Rather than focusing only on the sanctuary, try to see the big picture.
In the time of the novel coronavirus (COVID-19), education institutions around the world have expanded the ways in which they interact with students. Today, learning is different. Perspective is different. Commitment is different. And technology, which has always been part of the learning process, is different. (Granted, there was a time when the technology was a simple chalkboard. But we know that countless world-altering equations and formulas were created using a slate board and a piece of chalk.)
In the 1950s, film projectors, overhead projectors and slide projectors were adopted and used in classrooms to show content that was meant to facilitate learning. What’s more, also in the 1950s, huge, broadcast-grade video cameras and other pieces of production equipment were used to record content that was broadcast over the air to thousands of students and then replayed, using videotape machines, on closed-circuit systems.

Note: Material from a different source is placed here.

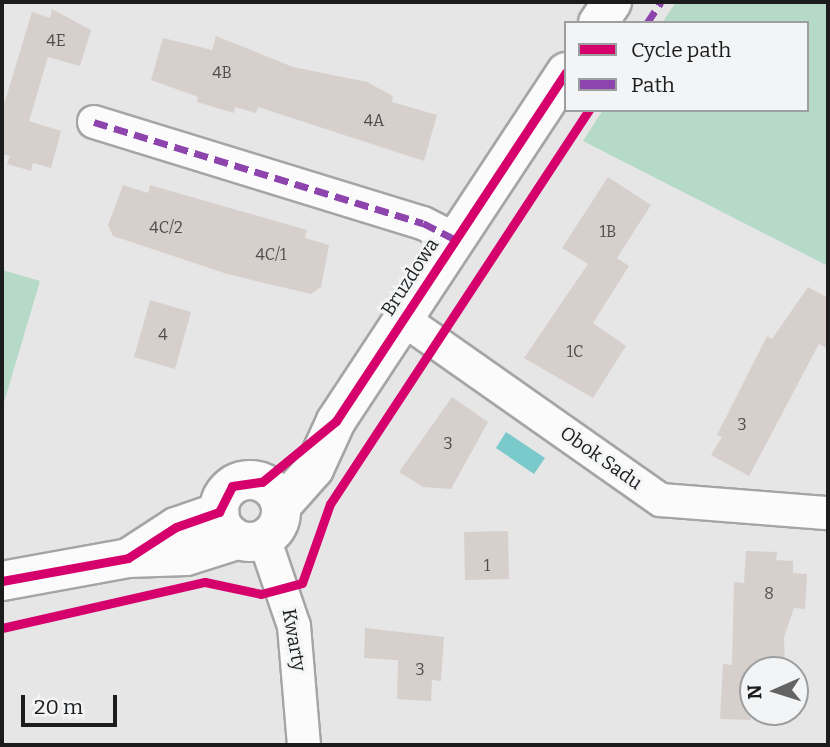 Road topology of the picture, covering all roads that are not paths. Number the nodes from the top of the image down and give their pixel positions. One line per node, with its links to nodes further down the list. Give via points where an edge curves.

The result was a large number of students in schools all across the US being able to watch the content simultaneously and learn together.

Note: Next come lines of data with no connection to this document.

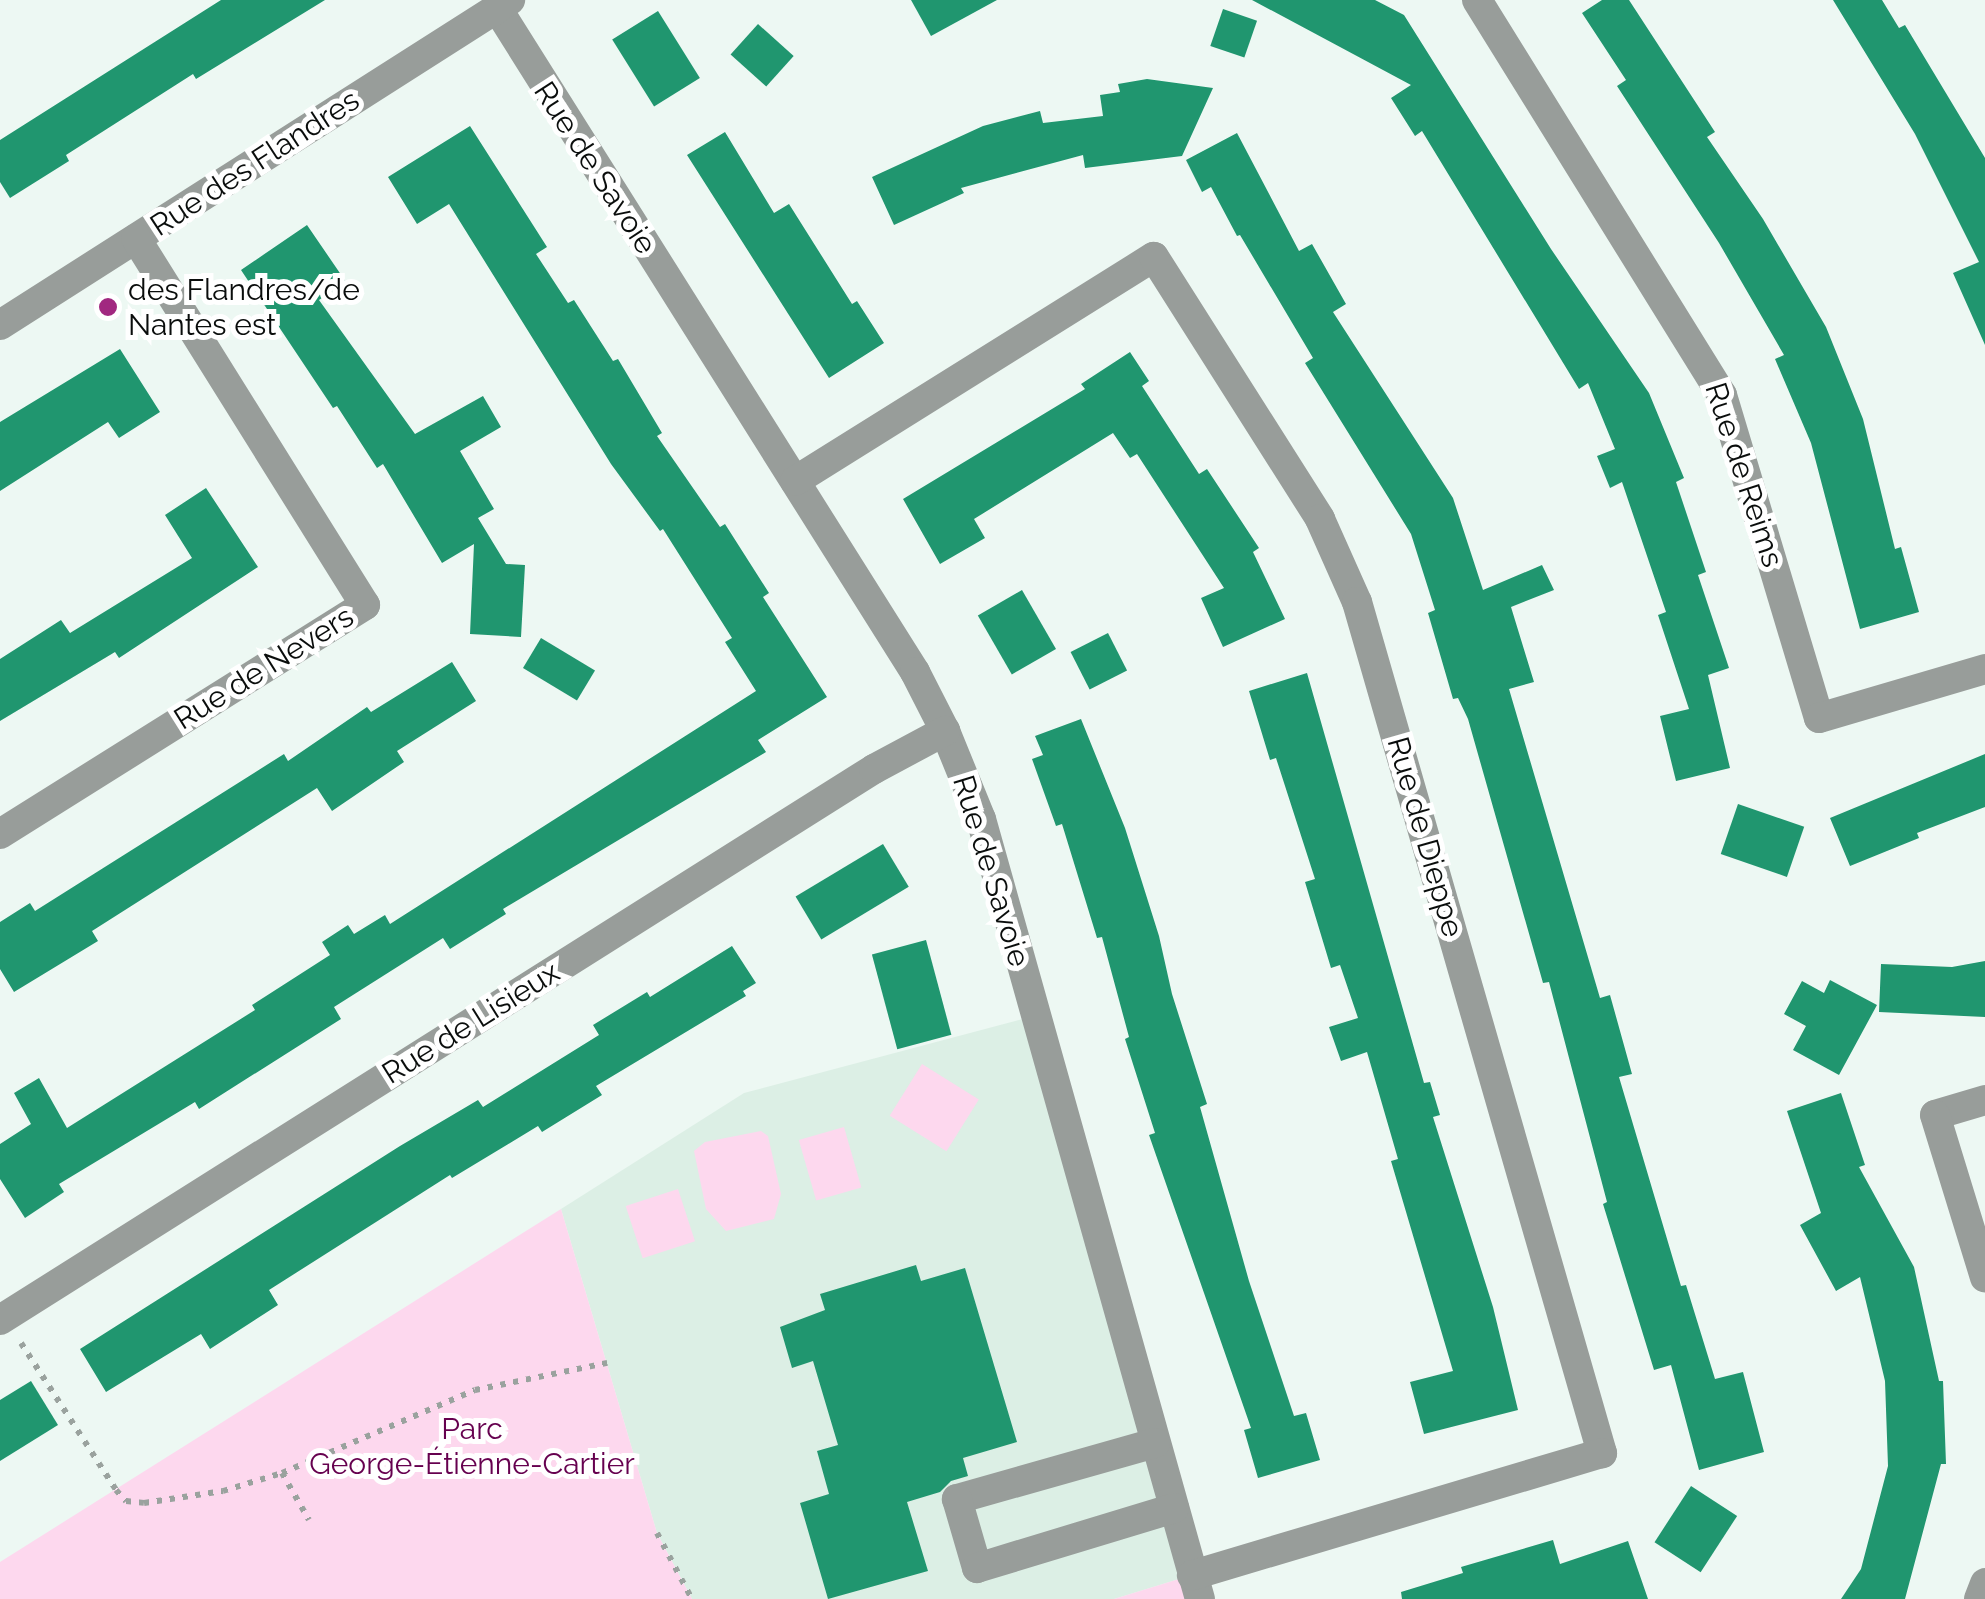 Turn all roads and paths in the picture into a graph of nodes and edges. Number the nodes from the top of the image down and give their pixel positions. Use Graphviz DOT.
graph roads {
  1 [pos="1476,0"];
  2 [pos="504,4"];
  3 [pos="136,239"];
  4 [pos="0,325"];
  5 [pos="795,481"];
  6 [pos="1985,669"];
  7 [pos="945,731"];
  8 [pos="0,834"];
  9 [pos="1985,1100"];
  10 [pos="1985,1278"];
  11 [pos="1,1315"];
  12 [pos="607,1363"];
  13 [pos="1155,1443"];
  14 [pos="282,1473"];
  15 [pos="1174,1508"];
  16 [pos="310,1520"];
  17 [pos="657,1534"];
  18 [pos="1985,1583"];
  19 [pos="1196,1587"];
  20 [pos="692,1599"];
  21 [pos="1979,1599"];
  1 -- 6 [label="street, Rue de Reims"];
  2 -- 3 [label="street, Rue des Flandres"];
  2 -- 5 [label="street, Rue de Savoie"];
  3 -- 4 [label="street, Rue des Flandres"];
  3 -- 8 [label="street, Rue de Nevers"];
  5 -- 7 [label="street, Rue de Savoie"];
  5 -- 19 [label="street, Rue de Dieppe"];
  7 -- 11 [label="street, Rue de Lisieux"];
  7 -- 13 [label="street, Rue de Savoie"];
  9 -- 10 [label="street"];
  11 -- 14 [label="path"];
  12 -- 14 [label="path"];
  13 -- 15 [label="street, Rue de Savoie"];
  13 -- 15 [label="street"];
  14 -- 16 [label="path"];
  15 -- 19 [label="street, Rue de Savoie"];
  17 -- 20 [label="path"];
  18 -- 21 [label="street"];
}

In the 1960s, the first computers were designated for use in education institutions. Fast forward to the late 1990s and we find personal computers and, eventually, interactive applications like Skype and GoToMeeting that paved the way for learners to earn a degree wherever they were, provided they had an internet connection. Well-funded institutions were the early adopters of the electronic technologies that were used in classrooms and for distance learning. As new equipment types and non-broadcast-level models were developed—most of these were lower priced and easier to use than expensive broadcast equipment was—schools operated by houses of worship (HoWs) eventually adopted and used those technologies to help pupils learn.
That highly simplified glimpse at history helps us to understand how and why the world’s adoption of electronic, interactive audio and video technology prepared us—technologically speaking, at least—to continue to educate students during the time of COVID-19.
To bring this discussion into sharper focus, let’s look at a day at a school on the campus of a HoW near Orlando FL. I often work with that HoW, and technology plays a huge role in the learning process for, as well as the safety and well-being of, the students there. It also serves teachers, other staffers and family members. When students arrive each morning, the first technology they encounter is an infrared thermometer that the school nurse uses. When the nurse clears the students, they go to their classroom and sit at their desks. This school has hybrid learning (i.e., some students attend class physically whereas others are online learners). In each classroom, the teacher wears a wireless lavalier microphone and a tracker that enables a pan-tilt-zoom (PTZ) camera to follow the teacher wherever he or she moves in the classroom. Each student was issued an iPad, which is the primary device they use for learning. The iPads contain the curriculum, and the students use them to complete learning tasks. Teachers have a computer on their desk, and there’s another camera that enables them to interact with online learners. What’s more, the school boasts a sophisticated, video-based security system that monitors everyone that enters and exits the electronically locked doors.
This school holds chapel two times each week. The chapel is set up so that students maintain some social distance when they gather in the space. The feature of the chapel most relevant to us, however, is that it contains very good audio, video and light systems. The students enjoy singing and moving to the music during the service, and they laugh when they watch funny videos of different student activities that were recorded throughout the week. Paid staff members supervise the use of the AV equipment in the chapel. However, students who are interested in learning how to operate audio, video and lighting equipment can learn how to use the equipment and serve as operators during chapel services.
I believe that most integrators in the HoW market focus on winning the bid to design and or integrate the main HoW facility. The reality, however, is that most HoWs have multiple spaces (e.g., auditoriums, ancillary rooms) that either use or could use communication technologies to enhance the events that occur in those spaces. For example, there are often worship spaces for youth, worship spaces for children, social-gathering spaces, chapels and school buildings. Thus, I believe that we have opportunities to serve HoWs in various capacities to help them cater to congregants during worship services and, in many cases, in schools that they operate.